PROBLEM DETAILS> Repeat the data exactly, leaving out any image.

(Saved entries)
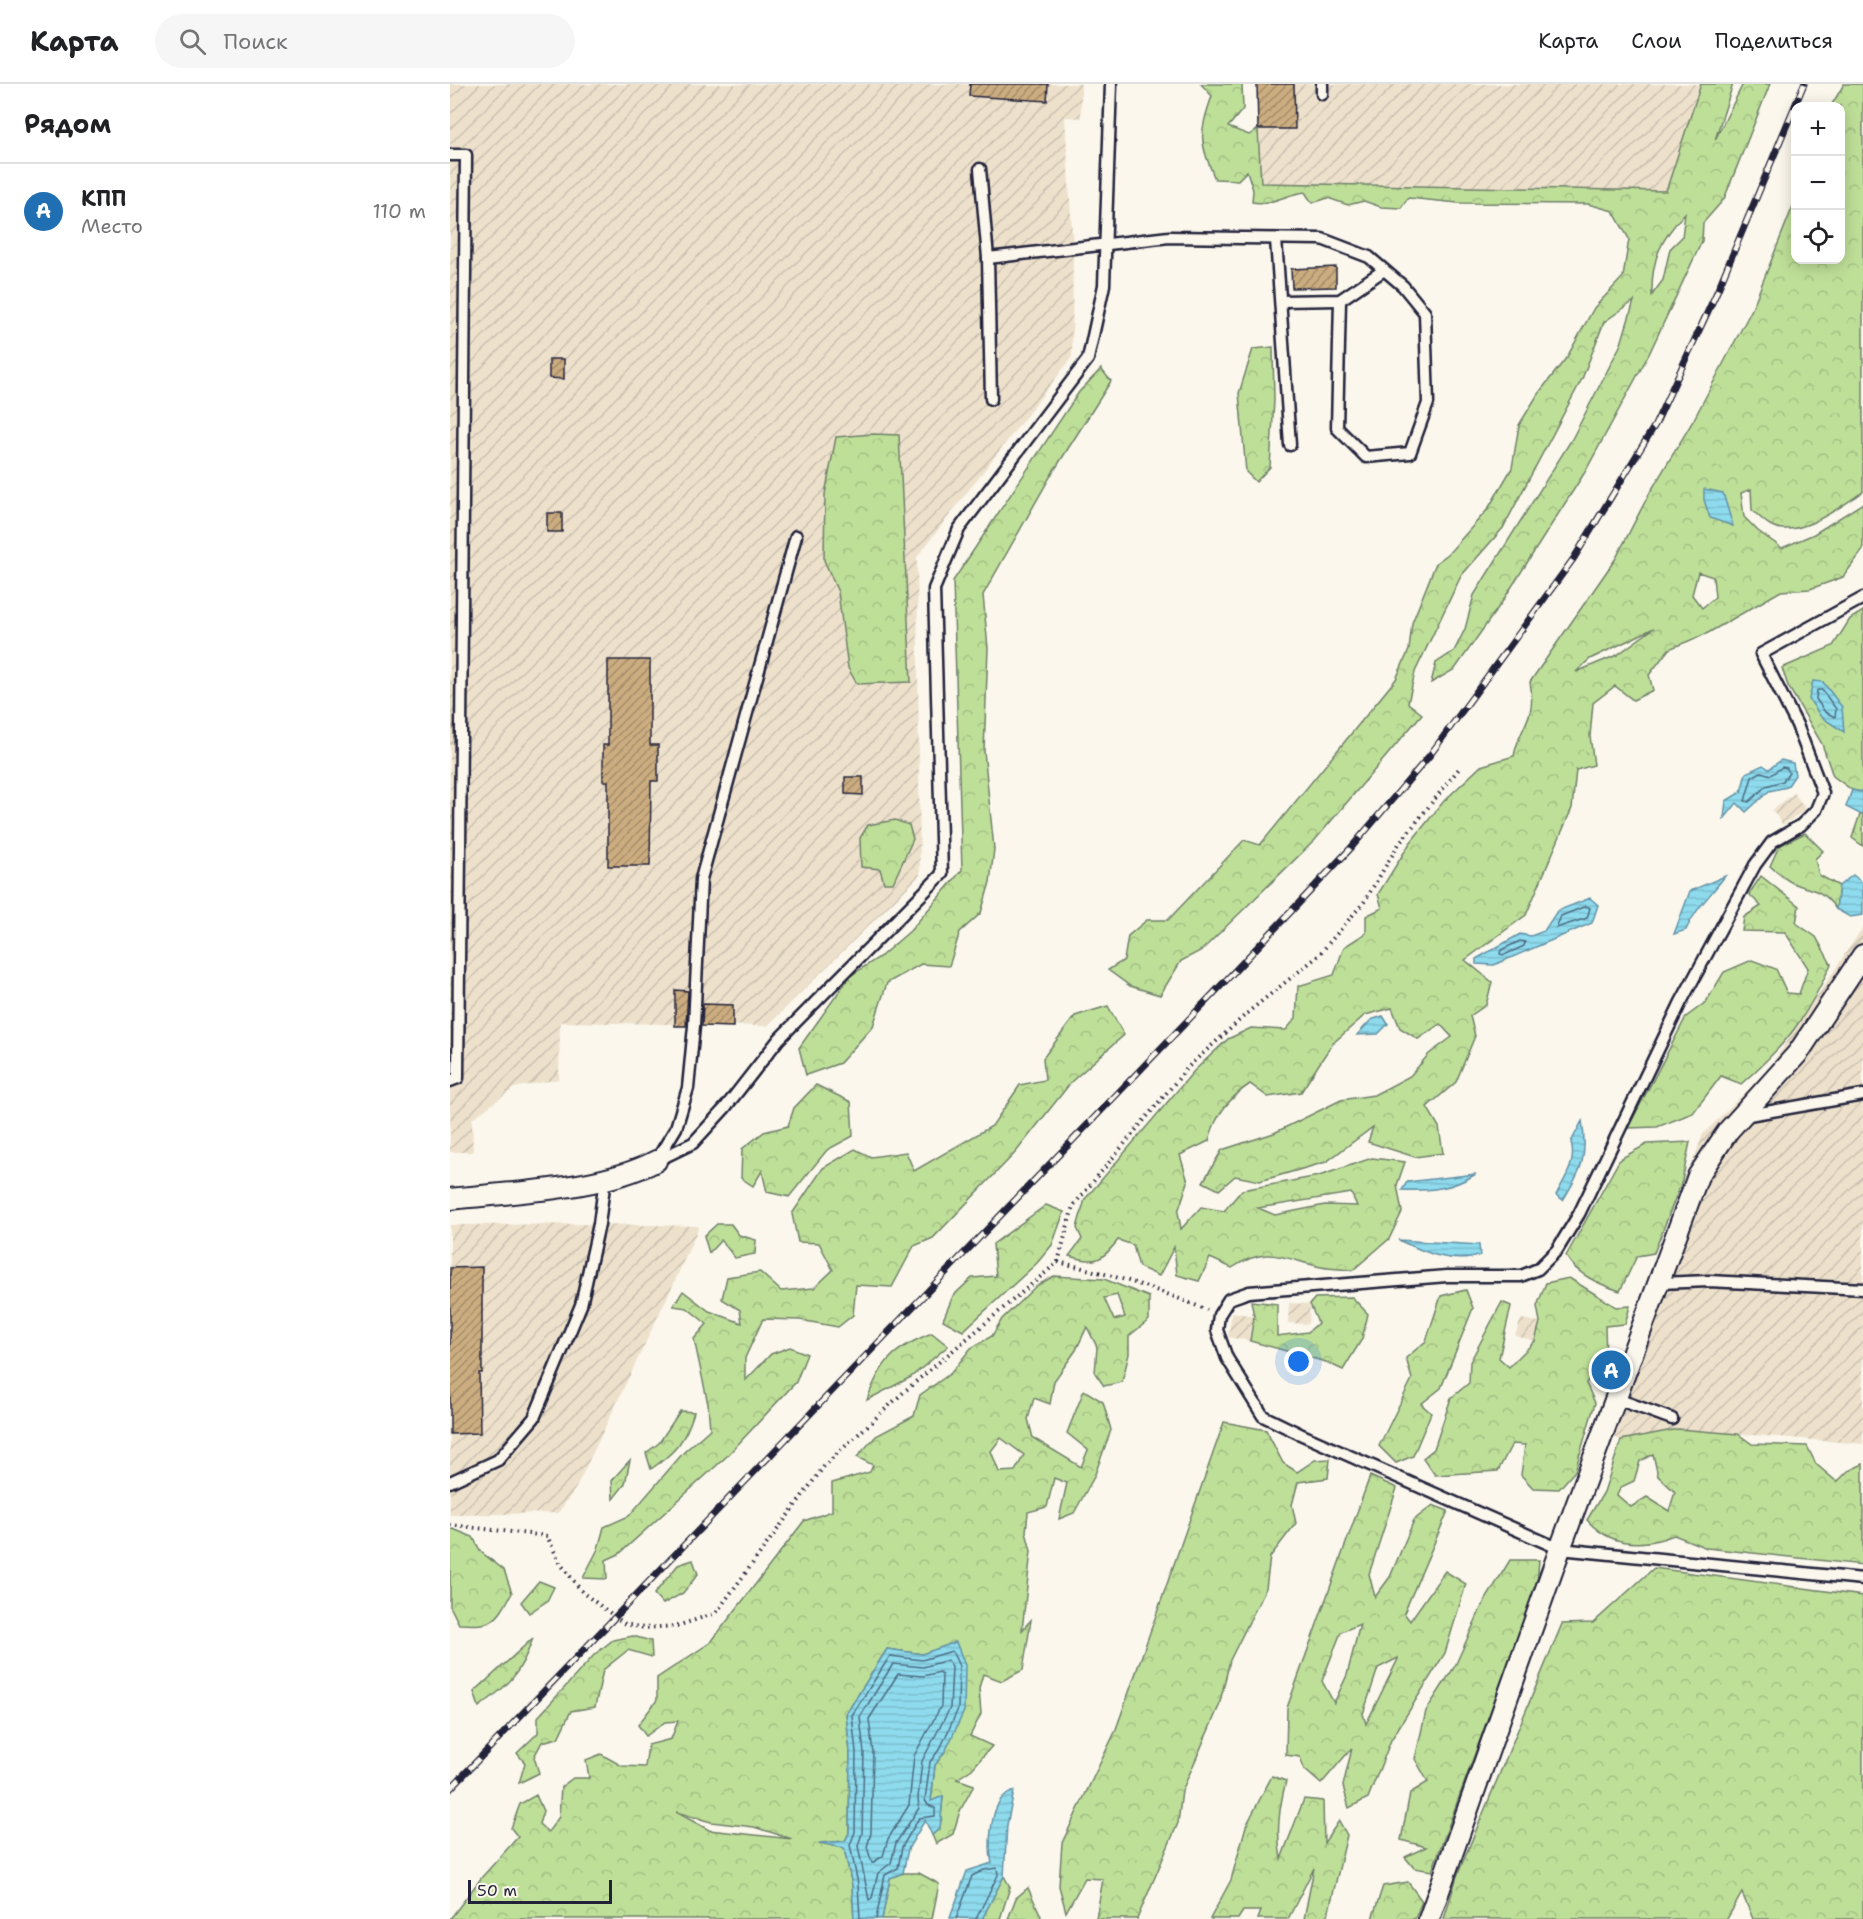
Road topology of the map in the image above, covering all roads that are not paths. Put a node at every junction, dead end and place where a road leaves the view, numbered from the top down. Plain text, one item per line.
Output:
1 (1111, 84) edge
2 (450, 155) edge
3 (980, 169) dead end
4 (1276, 239) junction
5 (1106, 245) junction
6 (988, 258) junction
7 (1384, 270) junction
8 (1340, 300) junction
9 (1281, 301) junction
10 (991, 399) dead end
11 (1290, 445) dead end
12 (796, 536) dead end
13 (1863, 598) edge
14 (1863, 955) edge
15 (450, 1081) edge
16 (1863, 1095) edge
17 (1742, 1116) junction
18 (656, 1161) junction
19 (605, 1179) junction
20 (450, 1199) edge
21 (1660, 1283) junction
22 (1863, 1289) edge
23 (1617, 1399) junction
24 (1672, 1419) dead end
25 (450, 1482) edge
26 (1560, 1549) junction
27 (1863, 1579) edge
28 (1429, 1919) edge

1 - 5 lane
2 - 15 lane
3 - 6 lane
4 - 5 lane
4 - 7 lane
4 - 9 lane
5 - 6 lane
5 - 18 lane
6 - 10 lane
7 - 8 lane
7 - 8 lane
8 - 9 lane
9 - 11 lane
12 - 18 lane
13 - 26 lane
14 - 17 street
16 - 17 lane
17 - 21 street
18 - 19 street
19 - 20 street
19 - 25 lane
21 - 22 lane
21 - 23 street
23 - 24 lane
23 - 26 street
26 - 27 lane
26 - 28 street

COMPLETED EXERCISE>
Road topology of the map in the image above, covering all roads that are not paths. Put a node at every junction, dead end and place where a road leaves the view, numbered from the top down. Plain text, one item per line.
Output:
1 (1111, 84) edge
2 (450, 155) edge
3 (980, 169) dead end
4 (1276, 239) junction
5 (1106, 245) junction
6 (988, 258) junction
7 (1384, 270) junction
8 (1340, 300) junction
9 (1281, 301) junction
10 (991, 399) dead end
11 (1290, 445) dead end
12 (796, 536) dead end
13 (1863, 598) edge
14 (1863, 955) edge
15 (450, 1081) edge
16 (1863, 1095) edge
17 (1742, 1116) junction
18 (656, 1161) junction
19 (605, 1179) junction
20 (450, 1199) edge
21 (1660, 1283) junction
22 (1863, 1289) edge
23 (1617, 1399) junction
24 (1672, 1419) dead end
25 (450, 1482) edge
26 (1560, 1549) junction
27 (1863, 1579) edge
28 (1429, 1919) edge

1 - 5 lane
2 - 15 lane
3 - 6 lane
4 - 5 lane
4 - 7 lane
4 - 9 lane
5 - 6 lane
5 - 18 lane
6 - 10 lane
7 - 8 lane
7 - 8 lane
8 - 9 lane
9 - 11 lane
12 - 18 lane
13 - 26 lane
14 - 17 street
16 - 17 lane
17 - 21 street
18 - 19 street
19 - 20 street
19 - 25 lane
21 - 22 lane
21 - 23 street
23 - 24 lane
23 - 26 street
26 - 27 lane
26 - 28 street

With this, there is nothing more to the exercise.